Exercise details
Transcribe the listing below in its entirety, exactly.

##############################

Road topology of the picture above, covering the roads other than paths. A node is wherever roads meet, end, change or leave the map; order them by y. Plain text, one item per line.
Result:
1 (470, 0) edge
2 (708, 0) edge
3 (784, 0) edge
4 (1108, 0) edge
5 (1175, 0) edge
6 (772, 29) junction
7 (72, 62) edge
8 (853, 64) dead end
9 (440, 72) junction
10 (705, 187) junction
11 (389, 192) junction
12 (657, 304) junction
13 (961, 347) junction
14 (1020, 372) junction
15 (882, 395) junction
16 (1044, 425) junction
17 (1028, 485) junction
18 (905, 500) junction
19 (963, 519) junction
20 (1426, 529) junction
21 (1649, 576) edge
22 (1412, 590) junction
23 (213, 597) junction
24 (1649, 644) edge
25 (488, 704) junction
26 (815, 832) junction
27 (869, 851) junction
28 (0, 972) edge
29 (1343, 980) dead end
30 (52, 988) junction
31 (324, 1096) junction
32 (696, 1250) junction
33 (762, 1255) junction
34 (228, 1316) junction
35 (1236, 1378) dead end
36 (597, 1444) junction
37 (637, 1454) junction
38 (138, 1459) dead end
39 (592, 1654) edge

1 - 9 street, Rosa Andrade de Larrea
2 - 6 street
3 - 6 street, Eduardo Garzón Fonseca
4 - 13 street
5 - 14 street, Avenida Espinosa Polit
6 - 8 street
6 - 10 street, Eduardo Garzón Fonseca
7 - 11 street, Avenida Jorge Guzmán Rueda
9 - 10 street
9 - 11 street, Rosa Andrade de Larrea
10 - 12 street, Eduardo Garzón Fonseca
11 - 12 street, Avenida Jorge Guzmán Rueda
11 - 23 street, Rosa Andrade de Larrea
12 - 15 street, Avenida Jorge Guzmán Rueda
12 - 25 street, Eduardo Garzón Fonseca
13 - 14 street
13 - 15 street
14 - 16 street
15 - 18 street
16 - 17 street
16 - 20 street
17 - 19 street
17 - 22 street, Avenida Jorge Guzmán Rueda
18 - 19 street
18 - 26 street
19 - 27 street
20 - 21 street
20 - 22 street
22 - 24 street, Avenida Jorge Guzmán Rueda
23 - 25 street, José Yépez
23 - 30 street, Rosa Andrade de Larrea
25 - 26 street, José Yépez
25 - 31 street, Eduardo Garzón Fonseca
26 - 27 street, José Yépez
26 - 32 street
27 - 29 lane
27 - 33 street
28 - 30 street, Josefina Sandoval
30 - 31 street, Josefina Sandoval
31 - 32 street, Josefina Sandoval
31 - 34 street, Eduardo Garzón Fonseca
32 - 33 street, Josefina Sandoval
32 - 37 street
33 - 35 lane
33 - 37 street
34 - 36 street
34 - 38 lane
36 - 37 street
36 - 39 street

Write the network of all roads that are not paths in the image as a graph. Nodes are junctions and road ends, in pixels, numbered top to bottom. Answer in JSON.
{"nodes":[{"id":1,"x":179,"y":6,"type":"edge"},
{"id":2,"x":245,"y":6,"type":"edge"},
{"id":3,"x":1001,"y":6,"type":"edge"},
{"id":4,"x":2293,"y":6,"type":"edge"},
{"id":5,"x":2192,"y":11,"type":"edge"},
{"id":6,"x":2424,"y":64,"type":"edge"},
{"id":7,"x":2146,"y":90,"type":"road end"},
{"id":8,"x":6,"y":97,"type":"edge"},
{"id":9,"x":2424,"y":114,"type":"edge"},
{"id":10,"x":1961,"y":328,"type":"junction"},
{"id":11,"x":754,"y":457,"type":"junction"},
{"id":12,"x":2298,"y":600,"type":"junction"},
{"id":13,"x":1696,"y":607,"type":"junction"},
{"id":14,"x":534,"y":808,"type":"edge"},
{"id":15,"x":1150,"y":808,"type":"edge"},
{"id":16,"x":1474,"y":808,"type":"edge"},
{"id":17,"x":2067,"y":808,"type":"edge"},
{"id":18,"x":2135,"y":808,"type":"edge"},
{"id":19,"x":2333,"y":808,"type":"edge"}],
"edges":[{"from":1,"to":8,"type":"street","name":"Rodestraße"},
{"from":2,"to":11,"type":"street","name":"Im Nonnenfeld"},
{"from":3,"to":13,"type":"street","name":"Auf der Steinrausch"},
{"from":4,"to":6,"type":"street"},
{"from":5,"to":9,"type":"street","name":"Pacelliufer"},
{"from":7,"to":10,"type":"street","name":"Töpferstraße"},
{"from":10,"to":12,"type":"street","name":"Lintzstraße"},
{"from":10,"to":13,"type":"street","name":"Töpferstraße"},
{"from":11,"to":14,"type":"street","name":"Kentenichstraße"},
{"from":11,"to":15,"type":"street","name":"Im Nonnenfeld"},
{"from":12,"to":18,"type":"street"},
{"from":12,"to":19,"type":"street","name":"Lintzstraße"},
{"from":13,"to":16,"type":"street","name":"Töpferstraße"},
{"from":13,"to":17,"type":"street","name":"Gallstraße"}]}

##############################

Answer for this exercise
Road topology of the picture above, covering the roads other than paths. A node is wherever roads meet, end, change or leave the map; order them by y. Plain text, one item per line.
Result:
1 (470, 0) edge
2 (708, 0) edge
3 (784, 0) edge
4 (1108, 0) edge
5 (1175, 0) edge
6 (772, 29) junction
7 (72, 62) edge
8 (853, 64) dead end
9 (440, 72) junction
10 (705, 187) junction
11 (389, 192) junction
12 (657, 304) junction
13 (961, 347) junction
14 (1020, 372) junction
15 (882, 395) junction
16 (1044, 425) junction
17 (1028, 485) junction
18 (905, 500) junction
19 (963, 519) junction
20 (1426, 529) junction
21 (1649, 576) edge
22 (1412, 590) junction
23 (213, 597) junction
24 (1649, 644) edge
25 (488, 704) junction
26 (815, 832) junction
27 (869, 851) junction
28 (0, 972) edge
29 (1343, 980) dead end
30 (52, 988) junction
31 (324, 1096) junction
32 (696, 1250) junction
33 (762, 1255) junction
34 (228, 1316) junction
35 (1236, 1378) dead end
36 (597, 1444) junction
37 (637, 1454) junction
38 (138, 1459) dead end
39 (592, 1654) edge

1 - 9 street, Rosa Andrade de Larrea
2 - 6 street
3 - 6 street, Eduardo Garzón Fonseca
4 - 13 street
5 - 14 street, Avenida Espinosa Polit
6 - 8 street
6 - 10 street, Eduardo Garzón Fonseca
7 - 11 street, Avenida Jorge Guzmán Rueda
9 - 10 street
9 - 11 street, Rosa Andrade de Larrea
10 - 12 street, Eduardo Garzón Fonseca
11 - 12 street, Avenida Jorge Guzmán Rueda
11 - 23 street, Rosa Andrade de Larrea
12 - 15 street, Avenida Jorge Guzmán Rueda
12 - 25 street, Eduardo Garzón Fonseca
13 - 14 street
13 - 15 street
14 - 16 street
15 - 18 street
16 - 17 street
16 - 20 street
17 - 19 street
17 - 22 street, Avenida Jorge Guzmán Rueda
18 - 19 street
18 - 26 street
19 - 27 street
20 - 21 street
20 - 22 street
22 - 24 street, Avenida Jorge Guzmán Rueda
23 - 25 street, José Yépez
23 - 30 street, Rosa Andrade de Larrea
25 - 26 street, José Yépez
25 - 31 street, Eduardo Garzón Fonseca
26 - 27 street, José Yépez
26 - 32 street
27 - 29 lane
27 - 33 street
28 - 30 street, Josefina Sandoval
30 - 31 street, Josefina Sandoval
31 - 32 street, Josefina Sandoval
31 - 34 street, Eduardo Garzón Fonseca
32 - 33 street, Josefina Sandoval
32 - 37 street
33 - 35 lane
33 - 37 street
34 - 36 street
34 - 38 lane
36 - 37 street
36 - 39 street

Write the network of all roads that are not paths in the image as a graph. Nodes are junctions and road ends, in pixels, numbered top to bottom. Answer in JSON.
{"nodes":[{"id":1,"x":179,"y":6,"type":"edge"},
{"id":2,"x":245,"y":6,"type":"edge"},
{"id":3,"x":1001,"y":6,"type":"edge"},
{"id":4,"x":2293,"y":6,"type":"edge"},
{"id":5,"x":2192,"y":11,"type":"edge"},
{"id":6,"x":2424,"y":64,"type":"edge"},
{"id":7,"x":2146,"y":90,"type":"road end"},
{"id":8,"x":6,"y":97,"type":"edge"},
{"id":9,"x":2424,"y":114,"type":"edge"},
{"id":10,"x":1961,"y":328,"type":"junction"},
{"id":11,"x":754,"y":457,"type":"junction"},
{"id":12,"x":2298,"y":600,"type":"junction"},
{"id":13,"x":1696,"y":607,"type":"junction"},
{"id":14,"x":534,"y":808,"type":"edge"},
{"id":15,"x":1150,"y":808,"type":"edge"},
{"id":16,"x":1474,"y":808,"type":"edge"},
{"id":17,"x":2067,"y":808,"type":"edge"},
{"id":18,"x":2135,"y":808,"type":"edge"},
{"id":19,"x":2333,"y":808,"type":"edge"}],
"edges":[{"from":1,"to":8,"type":"street","name":"Rodestraße"},
{"from":2,"to":11,"type":"street","name":"Im Nonnenfeld"},
{"from":3,"to":13,"type":"street","name":"Auf der Steinrausch"},
{"from":4,"to":6,"type":"street"},
{"from":5,"to":9,"type":"street","name":"Pacelliufer"},
{"from":7,"to":10,"type":"street","name":"Töpferstraße"},
{"from":10,"to":12,"type":"street","name":"Lintzstraße"},
{"from":10,"to":13,"type":"street","name":"Töpferstraße"},
{"from":11,"to":14,"type":"street","name":"Kentenichstraße"},
{"from":11,"to":15,"type":"street","name":"Im Nonnenfeld"},
{"from":12,"to":18,"type":"street"},
{"from":12,"to":19,"type":"street","name":"Lintzstraße"},
{"from":13,"to":16,"type":"street","name":"Töpferstraße"},
{"from":13,"to":17,"type":"street","name":"Gallstraße"}]}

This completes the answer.